For that reason, many area county officials have looked at cobbling together their own land conservation plans that set aside wilderness, reasoning that if they do it first, the federal government will have no reason to swoop in with an arbitrary designation.
As a model, many have looked to the Washington County lands bill that passed last year. Pushed by Rep. Jim Matheson, D-Utah, and Sen. Bob Bennett, R-Utah, the measure established two national conservation areas to protect the endangered desert tortoise and other vulnerable species and carved out 256,338 acres of wilderness areas in Washington County.
"In the aftermath of that bill, a number of counties have been looking at a similar process to try to resolve the wilderness debate on a negotiated basis," said John Andrews, associate director of the Utah School and Institutional Trust Lands Administration (SITLA).
Such monument designations not only set industries such as mining, gas exploration and cattle ranching on their heels, but also trap SITLA lands, which are supposed to be developed to produce revenue for Utah's public schools and some of its state-owned universities.

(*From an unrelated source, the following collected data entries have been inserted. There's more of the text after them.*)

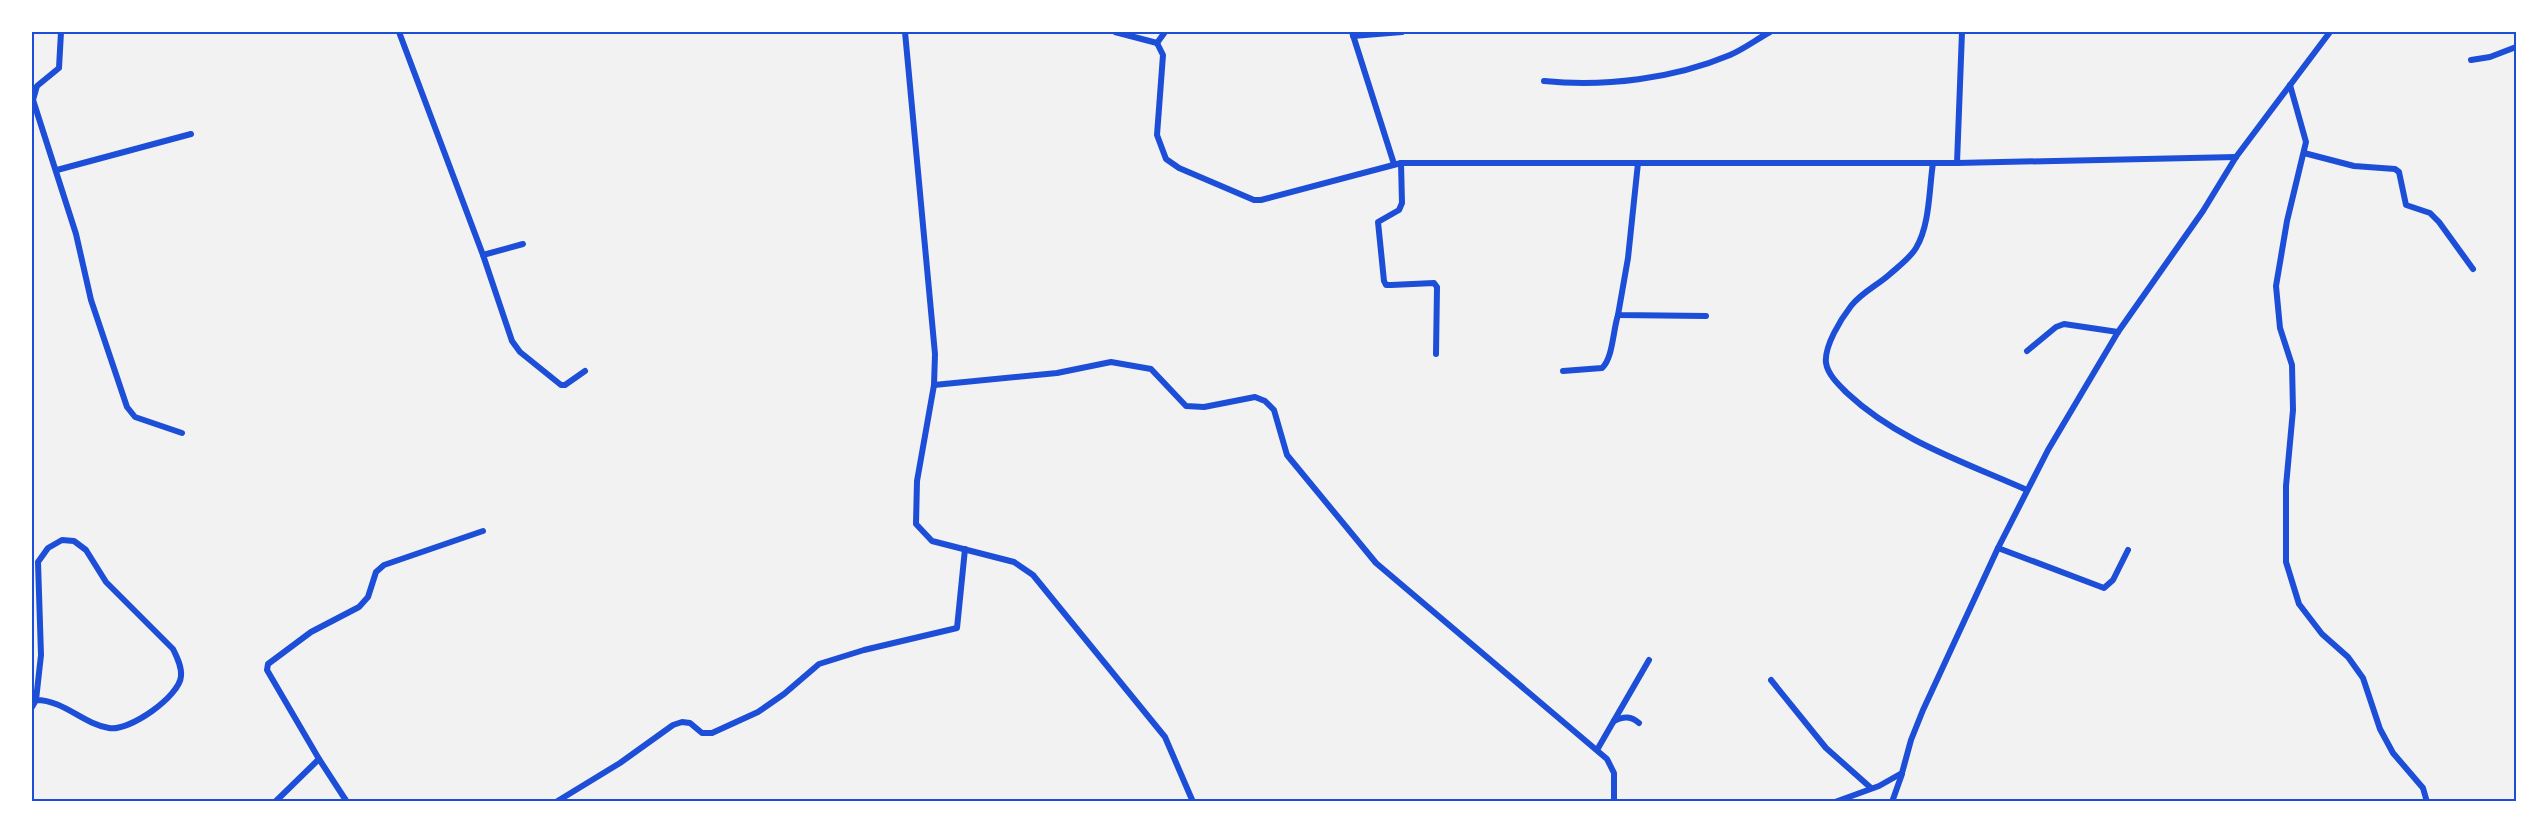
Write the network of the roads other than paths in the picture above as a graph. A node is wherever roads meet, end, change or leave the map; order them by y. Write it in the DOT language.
graph roads {
  1 [pos="61,32"];
  2 [pos="399,32"];
  3 [pos="905,32"];
  4 [pos="1115,32"];
  5 [pos="1165,32"];
  6 [pos="1402,32"];
  7 [pos="1770,32"];
  8 [pos="1962,32"];
  9 [pos="2330,32"];
  10 [pos="1352,34"];
  11 [pos="1157,44"];
  12 [pos="2517,46"];
  13 [pos="2471,60"];
  14 [pos="1544,81"];
  15 [pos="2290,85"];
  16 [pos="191,134"];
  17 [pos="2304,153"];
  18 [pos="2236,157"];
  19 [pos="1638,163"];
  20 [pos="1933,163"];
  21 [pos="1957,163"];
  22 [pos="1398,164"];
  23 [pos="57,170"];
  24 [pos="523,243"];
  25 [pos="483,255"];
  26 [pos="2473,269"];
  27 [pos="1618,315"];
  28 [pos="1706,316"];
  29 [pos="2118,332"];
  30 [pos="2027,351"];
  31 [pos="1436,354"];
  32 [pos="585,371"];
  33 [pos="1563,371"];
  34 [pos="934,385"];
  35 [pos="182,433"];
  36 [pos="2027,490"];
  37 [pos="483,531"];
  38 [pos="1998,548"];
  39 [pos="965,549"];
  40 [pos="2128,550"];
  41 [pos="1649,660"];
  42 [pos="1771,680"];
  43 [pos="36,700"];
  44 [pos="32,707"];
  45 [pos="1614,722"];
  46 [pos="1640,723"];
  47 [pos="1597,750"];
  48 [pos="319,759"];
  49 [pos="1902,773"];
  50 [pos="1871,788"];
  51 [pos="275,801"];
  52 [pos="347,801"];
  53 [pos="556,801"];
  54 [pos="1193,801"];
  55 [pos="1614,801"];
  56 [pos="1835,801"];
  57 [pos="1892,801"];
  58 [pos="2427,801"];
  1 -- 23 [label="street"];
  2 -- 25 [label="street"];
  3 -- 34 [label="street"];
  4 -- 11 [label="street"];
  5 -- 11 [label="street"];
  6 -- 10 [label="street"];
  7 -- 14 [label="street"];
  8 -- 21 [label="street"];
  9 -- 15 [label="street"];
  10 -- 22 [label="street"];
  11 -- 22 [label="street"];
  12 -- 13 [label="street"];
  15 -- 17 [label="street"];
  15 -- 18 [label="street"];
  16 -- 23 [label="street"];
  17 -- 26 [label="street"];
  17 -- 58 [label="street"];
  18 -- 21 [label="street"];
  18 -- 29 [label="street"];
  19 -- 20 [label="street"];
  19 -- 22 [label="street"];
  19 -- 27 [label="street"];
  20 -- 21 [label="street"];
  20 -- 36 [label="street"];
  22 -- 31 [label="street"];
  23 -- 35 [label="street"];
  24 -- 25 [label="street"];
  25 -- 32 [label="street"];
  27 -- 28 [label="street"];
  27 -- 33 [label="street"];
  29 -- 30 [label="street"];
  29 -- 36 [label="street"];
  34 -- 39 [label="street"];
  34 -- 47 [label="street"];
  36 -- 38 [label="street"];
  37 -- 48 [label="street"];
  38 -- 40 [label="street"];
  38 -- 49 [label="street"];
  39 -- 53 [label="street"];
  39 -- 54 [label="street"];
  41 -- 45 [label="street"];
  42 -- 50 [label="street"];
  43 -- 43 [label="street"];
  43 -- 44 [label="street"];
  45 -- 46 [label="street"];
  45 -- 47 [label="street"];
  47 -- 55 [label="street"];
  48 -- 51 [label="street"];
  48 -- 52 [label="street"];
  49 -- 50 [label="street"];
  49 -- 57 [label="street"];
  50 -- 56 [label="street"];
}
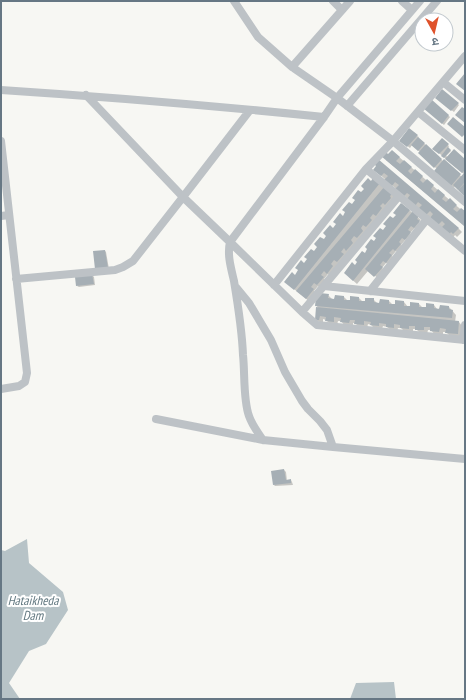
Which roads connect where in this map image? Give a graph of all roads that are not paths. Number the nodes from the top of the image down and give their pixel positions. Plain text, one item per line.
1 (234, 1) edge
2 (333, 1) edge
3 (350, 1) edge
4 (402, 1) edge
5 (420, 1) edge
6 (437, 1) edge
7 (342, 10) junction
8 (412, 10) junction
9 (465, 56) edge
10 (292, 67) junction
11 (443, 82) junction
12 (1, 90) edge
13 (86, 96) junction
14 (337, 98) junction
15 (465, 100) edge
16 (347, 106) junction
17 (250, 110) junction
18 (418, 112) junction
19 (324, 117) junction
20 (1, 141) edge
21 (393, 141) junction
22 (465, 150) edge
23 (366, 169) junction
24 (399, 196) junction
25 (183, 197) junction
26 (465, 202) edge
27 (5, 216) edge
28 (427, 219) junction
29 (230, 242) junction
30 (465, 251) edge
31 (16, 279) junction
32 (274, 285) junction
33 (234, 286) junction
34 (324, 286) junction
35 (370, 291) junction
36 (465, 301) edge
37 (302, 312) junction
38 (465, 325) edge
39 (464, 340) edge
40 (1, 388) edge
41 (156, 419) dead end
42 (264, 440) junction
43 (333, 447) junction
44 (465, 459) edge

1 - 10 street
2 - 7 street
3 - 7 street
4 - 8 street
5 - 8 street
6 - 16 street
7 - 10 street
8 - 14 street
9 - 11 street
10 - 14 street
11 - 15 street
11 - 18 street
12 - 13 street
13 - 17 street
13 - 25 street
14 - 16 street
14 - 19 street
16 - 21 street
17 - 19 street
17 - 25 street
18 - 21 street
18 - 22 street
19 - 29 street
20 - 27 street
21 - 23 street
21 - 26 street
23 - 24 street
23 - 32 street
24 - 28 street
24 - 34 street
25 - 29 street
25 - 31 street
27 - 31 street
28 - 30 street
28 - 35 street
29 - 32 street
29 - 33 street
31 - 40 street
32 - 37 street
33 - 42 street
33 - 43 street
34 - 35 street
34 - 37 street
35 - 36 street
37 - 39 street
38 - 39 street
41 - 42 street
42 - 43 street
43 - 44 street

The trust lands have been historically problematic because of the way they were created at statehood. Four sections of each 36-section township were designated trust lands, freckling the state with tracts that weren't conducive to development. Consolidating some of those lands through sales and trades has been one of the SITLA objectives for some time.
Andrews said SITLA had 176,000 acres captured in the Grand Staircase monument designation and another 300,000 acres that were off limits for development because they were in national parks or monuments or Native American Indian reservations. In a process often marred by stalled negotiations and setbacks, Andrews said the trust lands administration by 1999 was able to "trade out" those lands and also get a $58 million revenue boost.
When a U.S. Department of Interior memo was "leaked" earlier this year about the possible creation of more than a dozen new national monuments — including two in Utah — the howls of outrage began again.
"A monument designation is kind like an atomic bomb and the concern was why the president would do that if there are local efforts to come up with a consensus," Andrews said.
Those local planning efforts are far more palatable than what some state and local officials say is the far-reaching net cast by the Red Rock Wilderness Act, pushed for more than 20 years with the support of the Southern Utah Wilderness Alliance, the Wilderness Society and the Sierra Club.
Sponsored by a New York Democrat, the bill would designate 9.4 million acres of Bureau of Land Management parcels — or one sixth of all the land in Utah — as wilderness. Such a designation would prevent commercial development, ban motorized vehicles and prohibit road building or oil and gas development.
"When new wilderness is created, it creates major problems for us because we can't get access to our lands and there isn't any possibility of economic development," Andrews said. "If you look at the Red Rock bill, that would capture over a million acres of school trust lands. Our total holdings are 3.5 million acres. If we lose almost a third of our portfolio, it is going to have an impact."
SITLA's investment fund for the first time reached the $1 billion threshold in December, and each year it distributes between $20 million and $30 million, mostly in interest earnings, to Utah schools.
For that reason, SITLA has been on the ground in Piute, San Juan, Emery and Beaver counties as potential land conservation plans are being discussed.